Oh, NPR, you so silly.


Monday, July 9, 2012

Dark Moon Digest #8


Issue 8 of Dark Moon Digest is out, kids. If you like horror at all, or just enjoy a good story, you should really check this publication out. The stories run from funny to ghastly to surprisingly poignant, and the art is great. For reals, consider picking up a copy. 

Sunday, July 8, 2012

Redundant redundancies

I'm both a geek, and a girl, which means the chances of my caring about sports were pretty slim. I mean, I am from Cleveland, so I can be a hateful rabid dog when called upon, but my heart's never really in it. 
There's one exception. Ninja Warrior. You see, like many geeks, I firmly believe that everything Japanese is awesome, and that includes sports. 
also, Hello Freaking Kitty


Ninja Warrior is an event in which Japanese mutants compete to determine who best defies the laws of gravity by completing a quite obviously impossible obstacle course. The first stage alone regularly takes down Olympic athletes, and not just the biathaletes and power walkers.
It's probably the radiation

But I'm not here to talk about those crazy physics-flauting freaks of nature. I'm here to talk about Mount Midoriyama, the home of this magical competition.
And how Mount Midoriyama is redundant redundant. Yama is is the Japanese word for mountain.
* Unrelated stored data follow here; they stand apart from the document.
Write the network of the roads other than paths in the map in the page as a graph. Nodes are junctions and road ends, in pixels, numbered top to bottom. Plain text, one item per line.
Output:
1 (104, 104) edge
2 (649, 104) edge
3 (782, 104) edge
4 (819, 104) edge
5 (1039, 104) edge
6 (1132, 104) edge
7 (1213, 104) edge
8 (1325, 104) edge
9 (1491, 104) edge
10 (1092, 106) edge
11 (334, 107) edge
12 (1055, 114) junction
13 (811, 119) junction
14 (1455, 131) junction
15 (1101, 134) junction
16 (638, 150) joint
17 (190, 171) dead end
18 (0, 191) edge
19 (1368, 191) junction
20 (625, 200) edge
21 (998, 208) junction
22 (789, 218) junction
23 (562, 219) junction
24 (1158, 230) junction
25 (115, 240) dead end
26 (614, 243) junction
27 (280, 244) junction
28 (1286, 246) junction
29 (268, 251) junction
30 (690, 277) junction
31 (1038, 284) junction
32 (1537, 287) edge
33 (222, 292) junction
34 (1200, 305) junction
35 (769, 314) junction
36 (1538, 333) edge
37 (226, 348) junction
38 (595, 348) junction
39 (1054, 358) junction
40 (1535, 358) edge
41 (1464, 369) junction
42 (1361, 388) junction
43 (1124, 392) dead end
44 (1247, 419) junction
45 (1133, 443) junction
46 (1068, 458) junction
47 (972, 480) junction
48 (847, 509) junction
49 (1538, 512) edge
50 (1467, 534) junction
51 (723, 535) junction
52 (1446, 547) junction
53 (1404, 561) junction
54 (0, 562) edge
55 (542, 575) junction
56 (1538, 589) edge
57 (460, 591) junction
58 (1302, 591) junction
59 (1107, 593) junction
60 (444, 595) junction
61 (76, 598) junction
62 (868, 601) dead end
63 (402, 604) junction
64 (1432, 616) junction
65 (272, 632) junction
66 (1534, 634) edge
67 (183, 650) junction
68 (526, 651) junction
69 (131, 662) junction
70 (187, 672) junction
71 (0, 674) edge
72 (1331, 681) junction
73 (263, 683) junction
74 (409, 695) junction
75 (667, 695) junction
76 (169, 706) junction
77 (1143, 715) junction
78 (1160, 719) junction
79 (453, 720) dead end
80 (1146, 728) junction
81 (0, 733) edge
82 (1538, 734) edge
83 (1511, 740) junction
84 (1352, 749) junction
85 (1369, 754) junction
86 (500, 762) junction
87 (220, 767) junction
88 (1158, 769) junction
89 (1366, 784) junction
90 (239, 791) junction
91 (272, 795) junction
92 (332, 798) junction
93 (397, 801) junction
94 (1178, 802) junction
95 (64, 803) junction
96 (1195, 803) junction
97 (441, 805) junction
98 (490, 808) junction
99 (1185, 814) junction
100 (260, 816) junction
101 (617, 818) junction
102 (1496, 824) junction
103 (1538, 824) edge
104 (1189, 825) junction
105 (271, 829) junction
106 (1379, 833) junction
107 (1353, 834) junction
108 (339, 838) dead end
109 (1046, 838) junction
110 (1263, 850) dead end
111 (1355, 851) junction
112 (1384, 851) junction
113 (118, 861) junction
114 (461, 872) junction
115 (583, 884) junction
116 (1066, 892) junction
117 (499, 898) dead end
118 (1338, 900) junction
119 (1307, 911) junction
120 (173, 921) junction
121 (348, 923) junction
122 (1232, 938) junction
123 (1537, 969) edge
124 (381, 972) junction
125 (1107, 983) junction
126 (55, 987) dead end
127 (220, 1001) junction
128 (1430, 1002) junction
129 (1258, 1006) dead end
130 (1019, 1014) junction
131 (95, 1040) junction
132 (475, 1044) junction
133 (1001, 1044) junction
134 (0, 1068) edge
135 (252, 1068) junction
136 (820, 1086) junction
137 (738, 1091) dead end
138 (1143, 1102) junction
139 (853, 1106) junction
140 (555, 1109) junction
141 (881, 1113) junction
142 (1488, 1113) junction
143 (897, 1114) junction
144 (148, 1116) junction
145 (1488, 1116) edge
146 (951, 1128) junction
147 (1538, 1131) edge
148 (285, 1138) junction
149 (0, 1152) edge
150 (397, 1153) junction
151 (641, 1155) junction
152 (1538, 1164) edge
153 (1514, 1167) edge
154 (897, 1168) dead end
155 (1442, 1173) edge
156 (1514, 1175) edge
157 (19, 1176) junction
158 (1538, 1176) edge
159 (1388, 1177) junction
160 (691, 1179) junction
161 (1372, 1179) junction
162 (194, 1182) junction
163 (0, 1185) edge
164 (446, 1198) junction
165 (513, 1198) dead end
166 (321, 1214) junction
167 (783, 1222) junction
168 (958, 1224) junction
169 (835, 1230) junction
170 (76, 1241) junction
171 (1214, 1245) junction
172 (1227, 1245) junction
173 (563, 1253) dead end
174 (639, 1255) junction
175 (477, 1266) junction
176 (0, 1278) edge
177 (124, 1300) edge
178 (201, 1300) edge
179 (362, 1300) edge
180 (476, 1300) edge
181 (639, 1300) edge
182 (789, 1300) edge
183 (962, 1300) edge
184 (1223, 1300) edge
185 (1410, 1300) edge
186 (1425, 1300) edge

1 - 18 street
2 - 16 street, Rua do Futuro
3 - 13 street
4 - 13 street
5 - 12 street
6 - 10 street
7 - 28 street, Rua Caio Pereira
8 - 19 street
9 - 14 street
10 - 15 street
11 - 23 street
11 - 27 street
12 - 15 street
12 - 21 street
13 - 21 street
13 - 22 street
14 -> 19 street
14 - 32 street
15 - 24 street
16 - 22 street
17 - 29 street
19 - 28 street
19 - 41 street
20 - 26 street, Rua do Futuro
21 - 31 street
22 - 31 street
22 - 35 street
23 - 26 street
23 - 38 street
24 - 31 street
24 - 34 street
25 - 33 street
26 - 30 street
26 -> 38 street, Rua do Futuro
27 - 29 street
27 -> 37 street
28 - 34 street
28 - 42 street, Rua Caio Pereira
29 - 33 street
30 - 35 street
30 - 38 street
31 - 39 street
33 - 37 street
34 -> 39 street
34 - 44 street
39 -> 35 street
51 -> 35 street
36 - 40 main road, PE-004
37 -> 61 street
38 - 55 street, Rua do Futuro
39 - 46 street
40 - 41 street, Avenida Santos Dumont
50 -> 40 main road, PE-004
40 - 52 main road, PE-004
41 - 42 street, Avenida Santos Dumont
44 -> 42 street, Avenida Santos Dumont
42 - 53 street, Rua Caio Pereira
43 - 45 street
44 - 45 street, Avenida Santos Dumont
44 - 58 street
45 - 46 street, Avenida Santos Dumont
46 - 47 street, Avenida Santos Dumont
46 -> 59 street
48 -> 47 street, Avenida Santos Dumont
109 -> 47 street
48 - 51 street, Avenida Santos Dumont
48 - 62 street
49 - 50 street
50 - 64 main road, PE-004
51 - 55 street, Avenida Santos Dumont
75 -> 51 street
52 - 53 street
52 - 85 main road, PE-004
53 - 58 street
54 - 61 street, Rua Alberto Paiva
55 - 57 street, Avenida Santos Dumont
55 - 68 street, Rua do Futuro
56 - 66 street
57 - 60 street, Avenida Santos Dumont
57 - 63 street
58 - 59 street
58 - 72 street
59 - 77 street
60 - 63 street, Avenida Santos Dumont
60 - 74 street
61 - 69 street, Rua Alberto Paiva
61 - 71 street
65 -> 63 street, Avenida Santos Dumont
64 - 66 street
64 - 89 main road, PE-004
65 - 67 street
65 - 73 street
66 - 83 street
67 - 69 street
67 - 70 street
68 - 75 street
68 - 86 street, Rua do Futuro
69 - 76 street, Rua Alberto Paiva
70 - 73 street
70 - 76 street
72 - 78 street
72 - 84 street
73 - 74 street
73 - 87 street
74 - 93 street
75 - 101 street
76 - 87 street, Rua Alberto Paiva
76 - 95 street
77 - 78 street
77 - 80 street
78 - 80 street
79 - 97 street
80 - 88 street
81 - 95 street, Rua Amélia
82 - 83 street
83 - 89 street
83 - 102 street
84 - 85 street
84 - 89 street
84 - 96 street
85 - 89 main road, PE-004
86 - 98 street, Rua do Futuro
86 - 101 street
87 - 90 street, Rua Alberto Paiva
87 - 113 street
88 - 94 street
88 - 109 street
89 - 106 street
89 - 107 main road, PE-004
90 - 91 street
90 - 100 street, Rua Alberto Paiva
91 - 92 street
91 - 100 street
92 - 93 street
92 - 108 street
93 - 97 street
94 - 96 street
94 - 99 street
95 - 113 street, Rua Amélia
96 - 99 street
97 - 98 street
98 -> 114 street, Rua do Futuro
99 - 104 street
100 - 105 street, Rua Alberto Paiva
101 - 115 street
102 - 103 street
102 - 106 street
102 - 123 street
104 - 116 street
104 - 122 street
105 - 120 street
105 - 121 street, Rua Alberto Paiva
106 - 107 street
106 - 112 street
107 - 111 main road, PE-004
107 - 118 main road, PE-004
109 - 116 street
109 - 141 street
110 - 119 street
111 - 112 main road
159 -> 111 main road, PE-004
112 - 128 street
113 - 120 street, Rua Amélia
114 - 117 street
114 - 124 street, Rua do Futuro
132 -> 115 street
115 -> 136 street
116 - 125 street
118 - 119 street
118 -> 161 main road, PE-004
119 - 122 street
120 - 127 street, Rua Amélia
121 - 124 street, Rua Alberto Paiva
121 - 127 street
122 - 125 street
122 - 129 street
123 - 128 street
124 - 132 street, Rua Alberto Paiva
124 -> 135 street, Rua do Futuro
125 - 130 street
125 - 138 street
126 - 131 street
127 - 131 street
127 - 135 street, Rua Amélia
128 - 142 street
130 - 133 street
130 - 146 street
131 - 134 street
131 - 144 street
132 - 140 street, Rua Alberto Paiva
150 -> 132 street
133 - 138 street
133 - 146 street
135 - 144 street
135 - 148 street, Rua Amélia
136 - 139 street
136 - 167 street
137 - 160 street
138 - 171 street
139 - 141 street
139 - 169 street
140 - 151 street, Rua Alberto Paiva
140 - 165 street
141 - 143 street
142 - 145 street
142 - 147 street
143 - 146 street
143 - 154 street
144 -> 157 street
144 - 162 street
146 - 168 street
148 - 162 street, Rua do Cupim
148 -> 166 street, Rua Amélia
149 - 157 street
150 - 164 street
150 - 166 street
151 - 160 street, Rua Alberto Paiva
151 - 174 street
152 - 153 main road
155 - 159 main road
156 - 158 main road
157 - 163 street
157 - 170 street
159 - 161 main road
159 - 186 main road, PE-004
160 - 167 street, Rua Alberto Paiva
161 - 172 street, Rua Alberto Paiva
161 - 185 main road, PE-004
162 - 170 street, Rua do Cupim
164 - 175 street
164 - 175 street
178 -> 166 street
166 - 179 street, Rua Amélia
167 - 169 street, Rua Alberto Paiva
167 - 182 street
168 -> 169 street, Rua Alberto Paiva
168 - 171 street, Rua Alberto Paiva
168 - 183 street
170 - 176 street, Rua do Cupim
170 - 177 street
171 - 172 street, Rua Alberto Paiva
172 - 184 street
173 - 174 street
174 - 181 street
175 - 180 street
So when the announcers call it Mount Midoriyama, they're calling it Mount Midori Mountain. 
The same is true of the more famous Fujiyama - Mount Fujiyama means Mount Fuji Mountain. Similarly, jima is a Japanese word for island, so it's redundant to say Iwo Jima Island
Also, Mount Midori Mountain isn't a freaking mountain. It's not even a tall hill. The Warriors are actually competing for total victory on the back lot of a studio named Mount Midoriyama near the heart of Tokyo. Is nothing sacred?
Next you'll tell me Sir Mix-a-Lot isn't a real knight
  

Thursday, July 5, 2012

And per se and

I just found out maybe the coolest punctuation fact ever.
The ampersand (&) used to be the 27th letter of the alphabet, all the way up until the mid 1800s. I'm going to pause and let that sink in. 


The ampersand is a logogram formed from the cursive forms of the letters that make up the Latin word for and - et. This is more obvious in some fonts than others. In fonts like Trebuchet, the ampersand looks much more like the word et - &.


The name ampersand is a contraction of the words and per se and, the phrase schoolchildren used when reciting the alphabet... W, X, Y, Z, and per se and. The per se, Latin for in itself, was used to indicate that the and was an item in a list, rather than a conjunction used to indicate something else was coming.


The ampersand's use, according to the Online Etymology Dictionary, goes back an old Roman system of shorthand signs called ligatures - we've seen evidence of it used as far back as the 1st century C.E.
The ampersand: far more than just the prettiest punctuation mark. It used to be a letter, dude. This would be like our great grandchildren finding out there used to be a 9th planet called Pluto.


This information comes to you from DailyWritingTips.com.